## [BRIEF]
In this data, count the lines in which "Lane" appears and give only that number.

(Saved entries)
----------

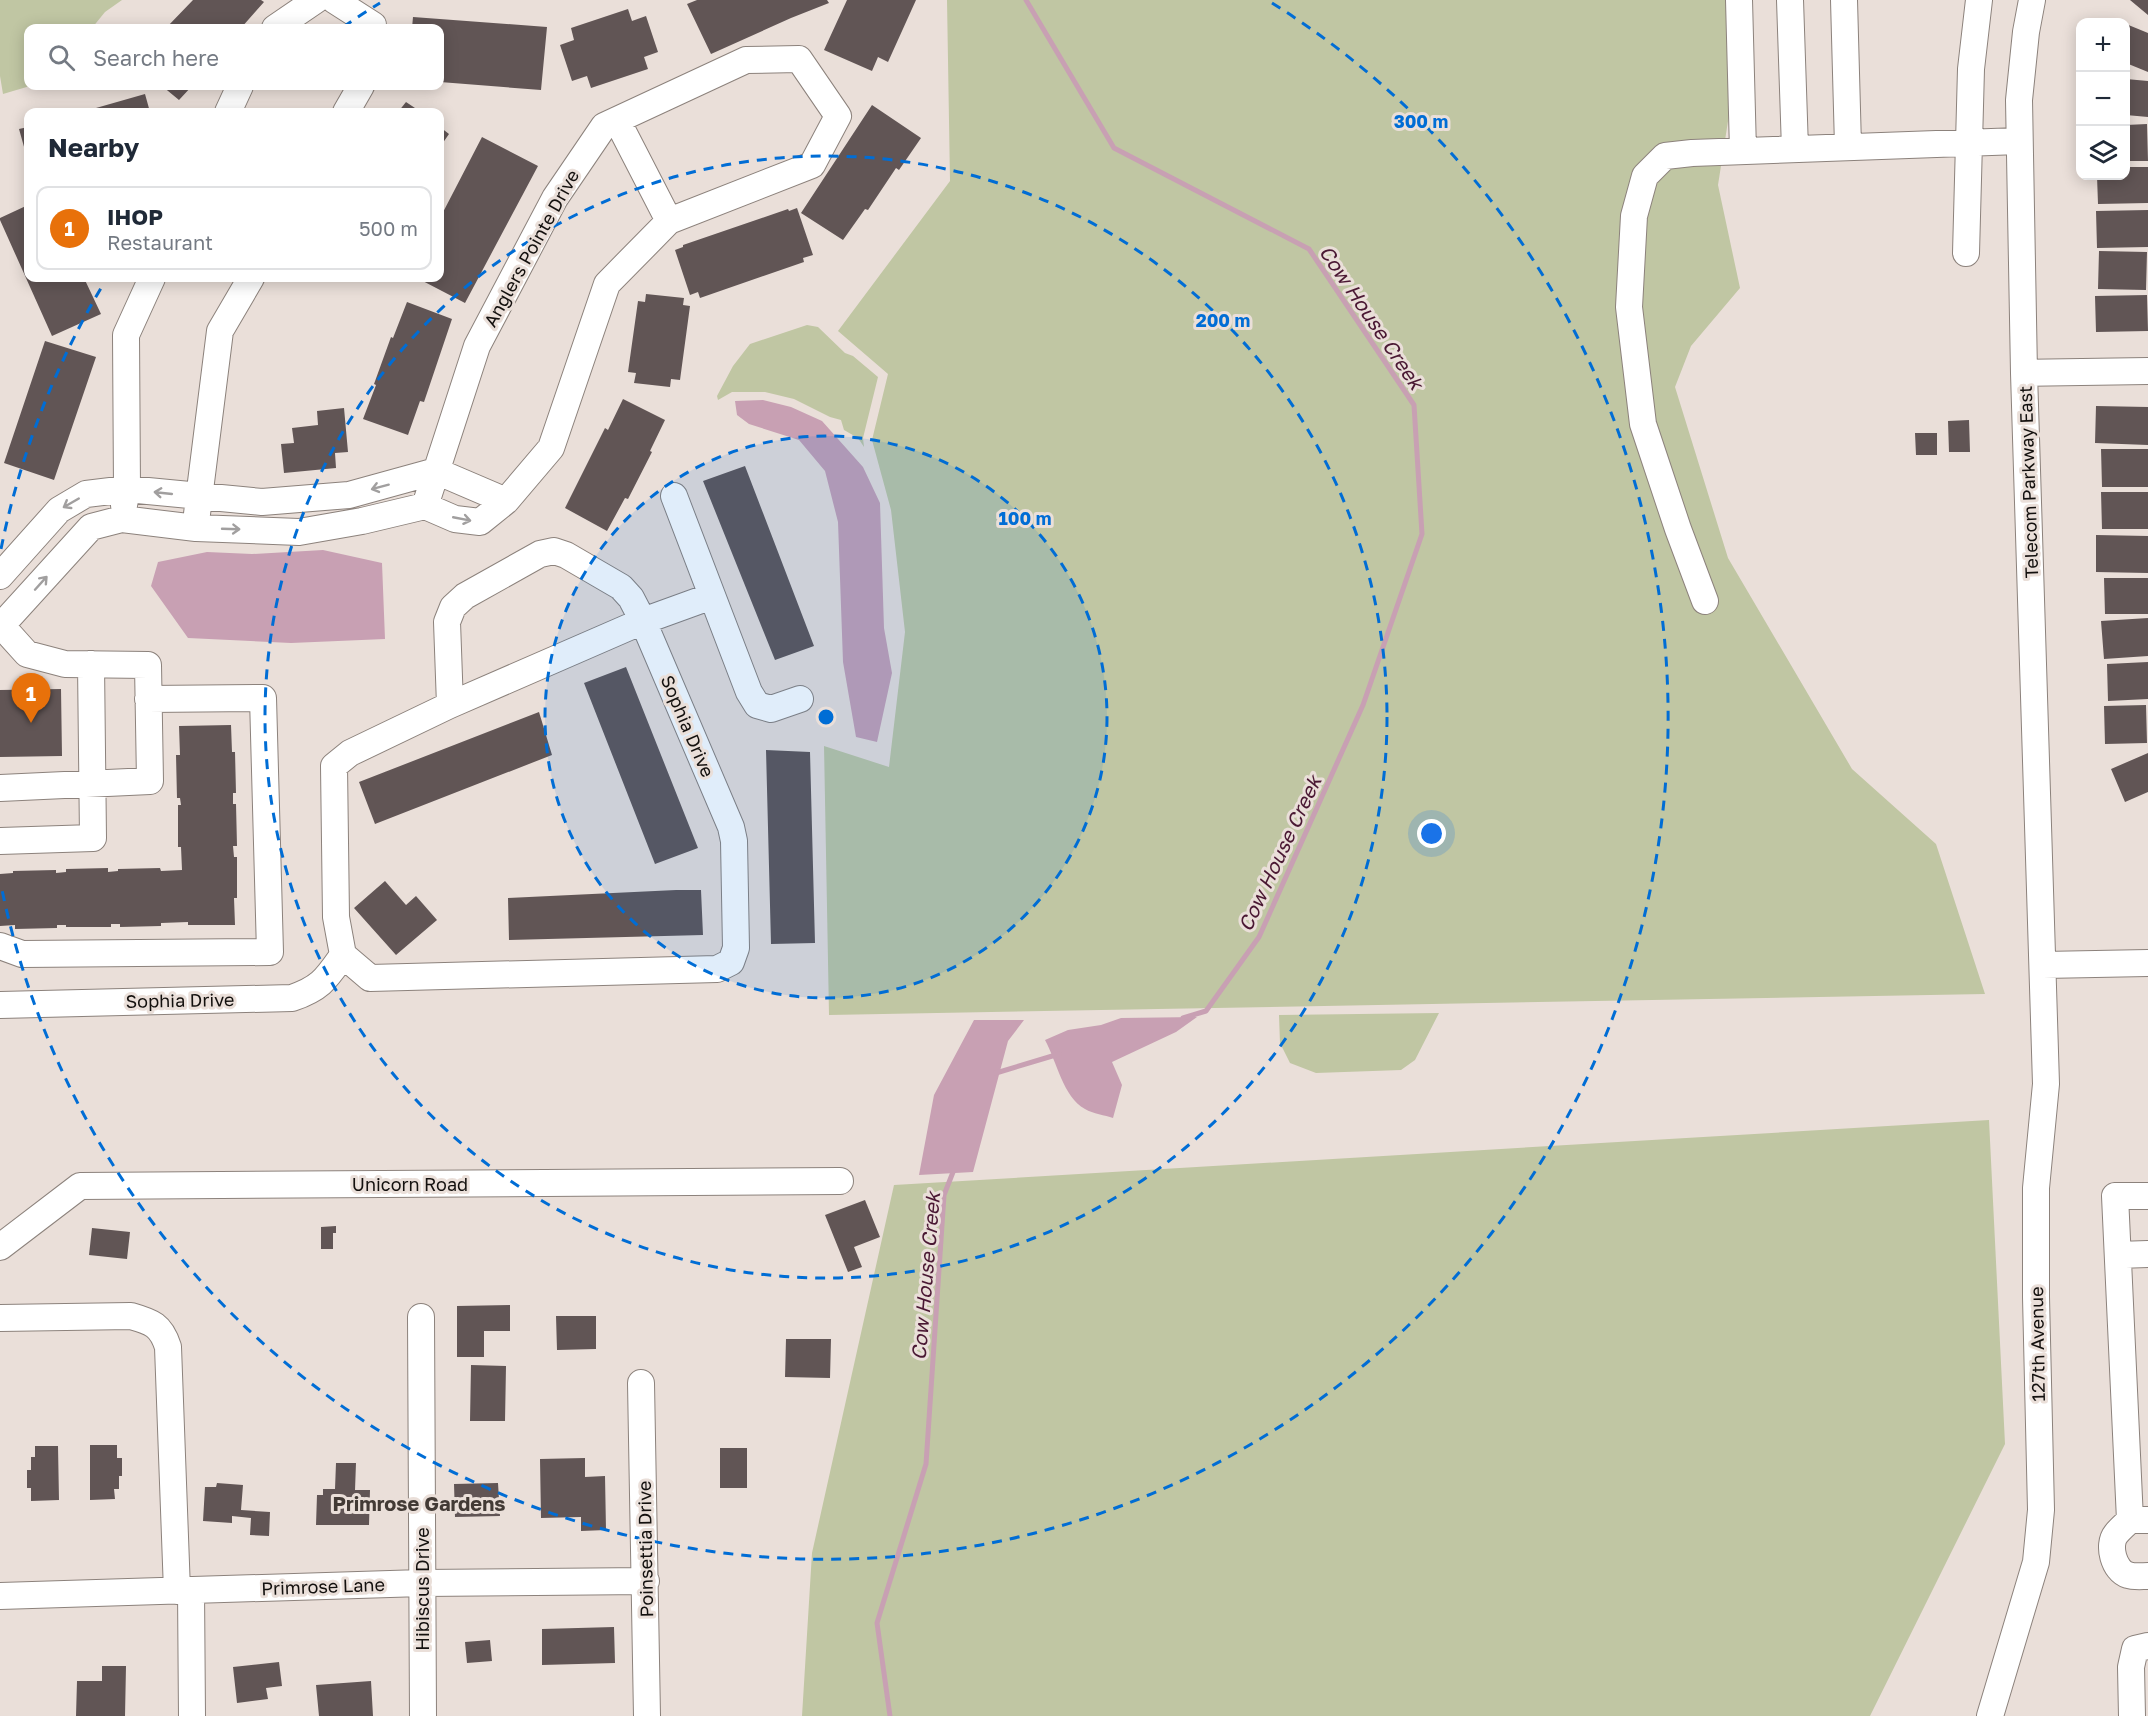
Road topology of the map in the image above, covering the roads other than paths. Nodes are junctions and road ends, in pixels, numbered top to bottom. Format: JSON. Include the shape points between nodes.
{"nodes":[{"id":1,"x":316,"y":0,"type":"edge"},
{"id":2,"x":334,"y":0,"type":"edge"},
{"id":3,"x":1739,"y":0,"type":"edge"},
{"id":4,"x":1790,"y":0,"type":"edge"},
{"id":5,"x":1844,"y":0,"type":"edge"},
{"id":6,"x":1979,"y":0,"type":"edge"},
{"id":7,"x":2032,"y":0,"type":"edge"},
{"id":8,"x":281,"y":24,"type":"edge"},
{"id":9,"x":371,"y":24,"type":"edge"},
{"id":10,"x":238,"y":90,"type":"edge"},
{"id":11,"x":359,"y":90,"type":"edge"},
{"id":12,"x":230,"y":108,"type":"edge"},
{"id":13,"x":348,"y":108,"type":"edge"},
{"id":14,"x":617,"y":120,"type":"junction"},
{"id":15,"x":2019,"y":141,"type":"junction"},
{"id":16,"x":1968,"y":143,"type":"junction"},
{"id":17,"x":1848,"y":146,"type":"junction"},
{"id":18,"x":1795,"y":148,"type":"junction"},
{"id":19,"x":1743,"y":150,"type":"junction"},
{"id":20,"x":669,"y":220,"type":"junction"},
{"id":21,"x":1966,"y":253,"type":"dead end"},
{"id":22,"x":150,"y":282,"type":"edge"},
{"id":23,"x":249,"y":282,"type":"edge"},
{"id":24,"x":2148,"y":370,"type":"edge"},
{"id":25,"x":2024,"y":373,"type":"junction"},
{"id":26,"x":436,"y":471,"type":"junction"},
{"id":27,"x":127,"y":489,"type":"junction"},
{"id":28,"x":349,"y":495,"type":"junction"},
{"id":29,"x":674,"y":496,"type":"dead end"},
{"id":30,"x":198,"y":497,"type":"junction"},
{"id":31,"x":506,"y":501,"type":"junction"},
{"id":32,"x":425,"y":506,"type":"junction"},
{"id":33,"x":122,"y":519,"type":"junction"},
{"id":34,"x":354,"y":522,"type":"junction"},
{"id":35,"x":196,"y":528,"type":"junction"},
{"id":36,"x":0,"y":576,"type":"edge"},
{"id":37,"x":712,"y":596,"type":"junction"},
{"id":38,"x":1705,"y":600,"type":"dead end"},
{"id":39,"x":643,"y":621,"type":"junction"},
{"id":40,"x":1,"y":626,"type":"edge"},
{"id":41,"x":91,"y":664,"type":"junction"},
{"id":42,"x":148,"y":699,"type":"junction"},
{"id":43,"x":800,"y":699,"type":"dead end"},
{"id":44,"x":450,"y":705,"type":"junction"},
{"id":45,"x":92,"y":784,"type":"junction"},
{"id":46,"x":0,"y":788,"type":"edge"},
{"id":47,"x":0,"y":841,"type":"edge"},
{"id":48,"x":0,"y":946,"type":"edge"},
{"id":49,"x":343,"y":955,"type":"junction"},
{"id":50,"x":2148,"y":963,"type":"edge"},
{"id":51,"x":2043,"y":964,"type":"junction"},
{"id":52,"x":0,"y":1005,"type":"edge"},
{"id":53,"x":840,"y":1181,"type":"dead end"},
{"id":54,"x":2148,"y":1196,"type":"edge"},
{"id":55,"x":0,"y":1247,"type":"edge"},
{"id":56,"x":2148,"y":1254,"type":"edge"},
{"id":57,"x":2118,"y":1255,"type":"junction"},
{"id":58,"x":421,"y":1317,"type":"dead end"},
{"id":59,"x":0,"y":1318,"type":"edge"},
{"id":60,"x":641,"y":1383,"type":"dead end"},
{"id":61,"x":2139,"y":1520,"type":"edge"},
{"id":62,"x":2148,"y":1576,"type":"edge"},
{"id":63,"x":646,"y":1581,"type":"junction"},
{"id":64,"x":422,"y":1583,"type":"junction"},
{"id":65,"x":184,"y":1591,"type":"junction"},
{"id":66,"x":0,"y":1596,"type":"edge"},
{"id":67,"x":2148,"y":1646,"type":"edge"},
{"id":68,"x":192,"y":1716,"type":"edge"},
{"id":69,"x":423,"y":1716,"type":"edge"},
{"id":70,"x":647,"y":1716,"type":"edge"},
{"id":71,"x":1990,"y":1716,"type":"edge"},
{"id":72,"x":2132,"y":1716,"type":"edge"}],
"edges":[{"from":1,"to":8,"type":"street"},
{"from":2,"to":9,"type":"street"},
{"from":3,"to":19,"type":"street"},
{"from":4,"to":18,"type":"street"},
{"from":5,"to":17,"type":"street"},
{"from":6,"to":16,"type":"street"},
{"from":7,"to":15,"type":"street","name":"Telecom Parkway East","via":[[2019,100]]},
{"from":10,"to":12,"type":"street"},
{"from":11,"to":13,"type":"street"},
{"from":14,"to":20,"type":"street"},
{"from":14,"to":20,"type":"street","name":"Anglers Pointe Drive","via":[[746,60],[756,59],[799,59],[838,116],[812,165]]},
{"from":14,"to":26,"type":"street","name":"Anglers Pointe Drive","via":[[604,126],[555,198],[477,346]]},
{"from":15,"to":16,"type":"street"},
{"from":15,"to":25,"type":"street","name":"Telecom Parkway East"},
{"from":16,"to":17,"type":"street"},
{"from":16,"to":21,"type":"street"},
{"from":17,"to":18,"type":"street"},
{"from":18,"to":19,"type":"street"},
{"from":19,"to":38,"type":"street","via":[[1665,156],[1645,177],[1634,216],[1629,307],[1643,424]]},
{"from":20,"to":31,"type":"street","name":"Anglers Pointe Drive","via":[[607,284],[551,448]]},
{"from":22,"to":27,"type":"street","via":[[126,334]]},
{"from":23,"to":30,"type":"street","via":[[220,331]]},
{"from":24,"to":25,"type":"street"},
{"from":25,"to":51,"type":"street","name":"Telecom Parkway East"},
{"from":26,"to":28,"type":"street","one_way":true},
{"from":26,"to":31,"type":"street"},
{"from":26,"to":32,"type":"street","name":"Anglers Pointe Drive"},
{"from":30,"to":27,"type":"street","one_way":true},
{"from":27,"to":33,"type":"street"},
{"from":27,"to":36,"type":"street","one_way":true,"via":[[86,494],[59,510]]},
{"from":28,"to":30,"type":"street","via":[[262,502]]},
{"from":28,"to":34,"type":"street"},
{"from":29,"to":37,"type":"street"},
{"from":30,"to":35,"type":"street"},
{"from":32,"to":31,"type":"street","name":"Anglers Pointe Drive","one_way":true,"via":[[455,519],[480,522]]},
{"from":32,"to":34,"type":"street"},
{"from":33,"to":35,"type":"street"},
{"from":40,"to":33,"type":"street","one_way":true,"via":[[91,527]]},
{"from":35,"to":34,"type":"street","one_way":true,"via":[[298,532]]},
{"from":37,"to":39,"type":"street"},
{"from":37,"to":43,"type":"street","via":[[757,705],[771,709]]},
{"from":39,"to":44,"type":"street"},
{"from":39,"to":44,"type":"street","name":"Sophia Drive","via":[[632,598],[621,587],[554,550],[540,554],[453,607],[447,622]]},
{"from":39,"to":49,"type":"street","name":"Sophia Drive","via":[[731,827],[736,948],[731,962],[717,969],[370,978]]},
{"from":40,"to":41,"type":"street","via":[[27,654],[65,664]]},
{"from":41,"to":42,"type":"street","via":[[148,665]]},
{"from":41,"to":45,"type":"street"},
{"from":42,"to":45,"type":"street","via":[[150,781]]},
{"from":42,"to":48,"type":"street","via":[[263,698],[270,952],[22,954]]},
{"from":44,"to":49,"type":"street","via":[[350,753],[334,766],[336,917]]},
{"from":45,"to":46,"type":"street"},
{"from":45,"to":47,"type":"street","via":[[93,838]]},
{"from":49,"to":52,"type":"street","name":"Sophia Drive","via":[[323,982],[292,998]]},
{"from":50,"to":51,"type":"street"},
{"from":51,"to":71,"type":"street","name":"127th Avenue","via":[[2046,1084],[2035,1227],[2041,1510],[2036,1562]]},
{"from":53,"to":55,"type":"street","name":"Unicorn Road","via":[[80,1186]]},
{"from":54,"to":57,"type":"street","via":[[2115,1196]]},
{"from":56,"to":57,"type":"street"},
{"from":57,"to":61,"type":"street"},
{"from":58,"to":64,"type":"street","name":"Hibiscus Drive"},
{"from":59,"to":65,"type":"street","via":[[131,1316],[163,1332],[168,1347]]},
{"from":60,"to":63,"type":"street","name":"Poinsettia Drive"},
{"from":61,"to":62,"type":"street","via":[[2115,1535],[2112,1548],[2122,1572]]},
{"from":63,"to":64,"type":"street","name":"Primrose Lane"},
{"from":63,"to":70,"type":"street","name":"Poinsettia Drive"},
{"from":64,"to":65,"type":"street","name":"Primrose Lane"},
{"from":64,"to":69,"type":"street","name":"Hibiscus Drive"},
{"from":65,"to":66,"type":"street","name":"Primrose Lane"},
{"from":65,"to":68,"type":"street"},
{"from":67,"to":72,"type":"street","via":[[2135,1649],[2131,1667]]}]}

----------

## [EXERCISE OUTPUT]
3